About this exercise:
Say how many lines in the entries below mention "Nodes", with no other words.
»»
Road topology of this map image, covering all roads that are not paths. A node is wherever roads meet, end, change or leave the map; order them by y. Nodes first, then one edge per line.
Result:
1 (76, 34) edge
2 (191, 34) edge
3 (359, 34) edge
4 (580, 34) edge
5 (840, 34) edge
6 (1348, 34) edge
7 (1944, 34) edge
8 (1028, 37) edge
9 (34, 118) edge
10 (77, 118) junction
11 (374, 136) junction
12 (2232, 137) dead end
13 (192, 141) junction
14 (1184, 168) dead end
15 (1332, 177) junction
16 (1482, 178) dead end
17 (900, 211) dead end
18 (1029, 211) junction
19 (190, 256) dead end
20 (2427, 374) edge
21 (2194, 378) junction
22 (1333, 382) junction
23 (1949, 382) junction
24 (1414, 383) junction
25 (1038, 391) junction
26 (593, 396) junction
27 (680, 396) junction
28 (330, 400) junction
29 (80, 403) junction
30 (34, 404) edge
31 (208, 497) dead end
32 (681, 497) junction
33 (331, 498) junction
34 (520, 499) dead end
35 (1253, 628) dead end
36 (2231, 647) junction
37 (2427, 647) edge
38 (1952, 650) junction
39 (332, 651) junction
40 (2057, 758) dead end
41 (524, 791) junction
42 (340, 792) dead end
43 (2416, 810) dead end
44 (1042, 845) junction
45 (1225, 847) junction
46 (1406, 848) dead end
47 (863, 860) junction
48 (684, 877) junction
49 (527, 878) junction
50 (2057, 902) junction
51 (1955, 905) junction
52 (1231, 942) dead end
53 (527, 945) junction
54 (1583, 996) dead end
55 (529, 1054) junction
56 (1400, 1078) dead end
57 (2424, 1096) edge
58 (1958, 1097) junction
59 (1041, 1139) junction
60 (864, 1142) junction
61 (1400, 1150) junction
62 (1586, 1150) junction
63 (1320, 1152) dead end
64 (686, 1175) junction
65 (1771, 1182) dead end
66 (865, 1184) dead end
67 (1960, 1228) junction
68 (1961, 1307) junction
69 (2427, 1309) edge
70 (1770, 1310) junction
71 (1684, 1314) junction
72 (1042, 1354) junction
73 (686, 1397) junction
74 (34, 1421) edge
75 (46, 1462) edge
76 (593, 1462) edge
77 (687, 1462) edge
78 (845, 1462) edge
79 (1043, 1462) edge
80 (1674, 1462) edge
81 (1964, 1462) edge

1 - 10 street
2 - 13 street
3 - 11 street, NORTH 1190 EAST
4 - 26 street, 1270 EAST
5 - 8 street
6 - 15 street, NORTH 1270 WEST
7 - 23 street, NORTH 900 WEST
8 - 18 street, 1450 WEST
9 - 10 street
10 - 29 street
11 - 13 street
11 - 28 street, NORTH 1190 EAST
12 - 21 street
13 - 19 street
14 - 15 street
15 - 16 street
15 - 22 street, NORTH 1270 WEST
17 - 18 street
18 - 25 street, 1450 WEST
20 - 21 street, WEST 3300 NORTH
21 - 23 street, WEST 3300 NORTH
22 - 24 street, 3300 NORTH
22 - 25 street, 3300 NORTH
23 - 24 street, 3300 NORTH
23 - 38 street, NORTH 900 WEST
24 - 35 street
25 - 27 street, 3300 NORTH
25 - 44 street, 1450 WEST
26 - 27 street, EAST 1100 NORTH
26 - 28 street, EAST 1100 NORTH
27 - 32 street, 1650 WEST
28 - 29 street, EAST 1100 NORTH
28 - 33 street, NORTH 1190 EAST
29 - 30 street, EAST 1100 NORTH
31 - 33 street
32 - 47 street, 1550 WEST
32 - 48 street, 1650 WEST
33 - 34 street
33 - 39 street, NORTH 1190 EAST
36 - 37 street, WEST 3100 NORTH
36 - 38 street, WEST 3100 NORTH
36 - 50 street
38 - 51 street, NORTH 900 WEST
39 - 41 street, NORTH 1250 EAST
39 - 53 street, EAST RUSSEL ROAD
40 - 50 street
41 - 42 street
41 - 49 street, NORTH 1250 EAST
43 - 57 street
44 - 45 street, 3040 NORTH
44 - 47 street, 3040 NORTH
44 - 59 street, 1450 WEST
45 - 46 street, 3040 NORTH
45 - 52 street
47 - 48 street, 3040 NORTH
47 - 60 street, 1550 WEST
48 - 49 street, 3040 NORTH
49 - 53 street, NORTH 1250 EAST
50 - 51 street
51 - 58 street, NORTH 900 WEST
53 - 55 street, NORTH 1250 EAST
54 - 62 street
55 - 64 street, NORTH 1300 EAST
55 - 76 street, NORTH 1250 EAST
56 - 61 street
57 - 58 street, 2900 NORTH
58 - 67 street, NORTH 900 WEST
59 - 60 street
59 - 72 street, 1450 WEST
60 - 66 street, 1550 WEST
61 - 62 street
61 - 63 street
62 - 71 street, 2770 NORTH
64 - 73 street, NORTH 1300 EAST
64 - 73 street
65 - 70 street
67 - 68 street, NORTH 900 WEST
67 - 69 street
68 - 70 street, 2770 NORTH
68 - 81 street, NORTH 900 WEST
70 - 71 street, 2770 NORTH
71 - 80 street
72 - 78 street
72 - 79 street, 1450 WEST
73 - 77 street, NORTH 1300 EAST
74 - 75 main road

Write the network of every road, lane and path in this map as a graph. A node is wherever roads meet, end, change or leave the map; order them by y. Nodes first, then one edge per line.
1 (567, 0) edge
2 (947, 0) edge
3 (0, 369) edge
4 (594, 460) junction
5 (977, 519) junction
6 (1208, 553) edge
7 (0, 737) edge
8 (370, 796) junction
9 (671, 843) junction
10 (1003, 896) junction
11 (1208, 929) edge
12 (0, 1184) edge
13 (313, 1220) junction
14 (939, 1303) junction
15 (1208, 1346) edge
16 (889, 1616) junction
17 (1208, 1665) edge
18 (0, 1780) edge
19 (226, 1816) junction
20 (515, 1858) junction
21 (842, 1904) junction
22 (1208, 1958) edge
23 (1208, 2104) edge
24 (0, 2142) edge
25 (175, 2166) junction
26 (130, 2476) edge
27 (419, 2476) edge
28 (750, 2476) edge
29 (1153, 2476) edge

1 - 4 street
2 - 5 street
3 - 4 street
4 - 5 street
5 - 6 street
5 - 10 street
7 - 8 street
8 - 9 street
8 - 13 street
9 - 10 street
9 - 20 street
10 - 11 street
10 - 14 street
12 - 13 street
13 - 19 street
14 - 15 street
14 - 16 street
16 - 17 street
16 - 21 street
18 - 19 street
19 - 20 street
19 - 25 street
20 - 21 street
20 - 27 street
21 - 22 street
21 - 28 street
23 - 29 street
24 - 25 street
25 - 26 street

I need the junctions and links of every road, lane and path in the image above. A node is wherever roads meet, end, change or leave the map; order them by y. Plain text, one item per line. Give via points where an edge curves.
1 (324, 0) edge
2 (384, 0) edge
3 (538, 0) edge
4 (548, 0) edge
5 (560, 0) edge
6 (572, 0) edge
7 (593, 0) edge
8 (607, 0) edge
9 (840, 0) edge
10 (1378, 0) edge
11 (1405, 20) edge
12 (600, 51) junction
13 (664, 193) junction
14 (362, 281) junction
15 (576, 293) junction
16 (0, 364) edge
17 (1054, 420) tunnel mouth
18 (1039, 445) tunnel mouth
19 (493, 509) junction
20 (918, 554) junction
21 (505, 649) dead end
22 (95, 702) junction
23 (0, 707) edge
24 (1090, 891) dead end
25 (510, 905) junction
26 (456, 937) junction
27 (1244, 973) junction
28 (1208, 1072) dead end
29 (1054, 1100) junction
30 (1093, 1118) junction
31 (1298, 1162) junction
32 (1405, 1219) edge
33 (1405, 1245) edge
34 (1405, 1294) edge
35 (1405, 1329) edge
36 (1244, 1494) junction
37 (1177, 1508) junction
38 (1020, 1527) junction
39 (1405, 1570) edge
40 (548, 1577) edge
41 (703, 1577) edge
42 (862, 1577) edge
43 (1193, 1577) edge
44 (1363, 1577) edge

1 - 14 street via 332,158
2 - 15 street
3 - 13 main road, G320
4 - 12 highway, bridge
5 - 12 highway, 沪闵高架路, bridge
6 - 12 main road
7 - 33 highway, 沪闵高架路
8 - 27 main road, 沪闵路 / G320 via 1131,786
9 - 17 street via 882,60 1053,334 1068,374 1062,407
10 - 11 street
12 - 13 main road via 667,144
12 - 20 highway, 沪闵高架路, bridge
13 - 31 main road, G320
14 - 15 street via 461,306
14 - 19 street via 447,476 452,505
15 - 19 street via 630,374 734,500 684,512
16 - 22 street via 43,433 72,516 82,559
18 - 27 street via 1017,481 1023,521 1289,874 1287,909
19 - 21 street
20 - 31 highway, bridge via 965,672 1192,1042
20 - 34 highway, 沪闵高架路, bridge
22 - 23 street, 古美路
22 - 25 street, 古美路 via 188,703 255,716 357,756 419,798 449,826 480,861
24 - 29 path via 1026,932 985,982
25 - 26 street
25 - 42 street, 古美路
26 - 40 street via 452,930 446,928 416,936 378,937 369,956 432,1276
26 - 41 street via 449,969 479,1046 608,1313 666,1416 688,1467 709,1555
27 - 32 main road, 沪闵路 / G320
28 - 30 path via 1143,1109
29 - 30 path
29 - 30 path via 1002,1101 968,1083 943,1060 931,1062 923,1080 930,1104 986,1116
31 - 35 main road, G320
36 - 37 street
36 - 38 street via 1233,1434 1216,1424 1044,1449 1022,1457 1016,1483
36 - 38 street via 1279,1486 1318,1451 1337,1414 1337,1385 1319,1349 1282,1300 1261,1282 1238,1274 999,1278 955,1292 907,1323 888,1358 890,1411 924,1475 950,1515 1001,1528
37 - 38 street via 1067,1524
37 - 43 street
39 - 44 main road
««
Exercise response:
2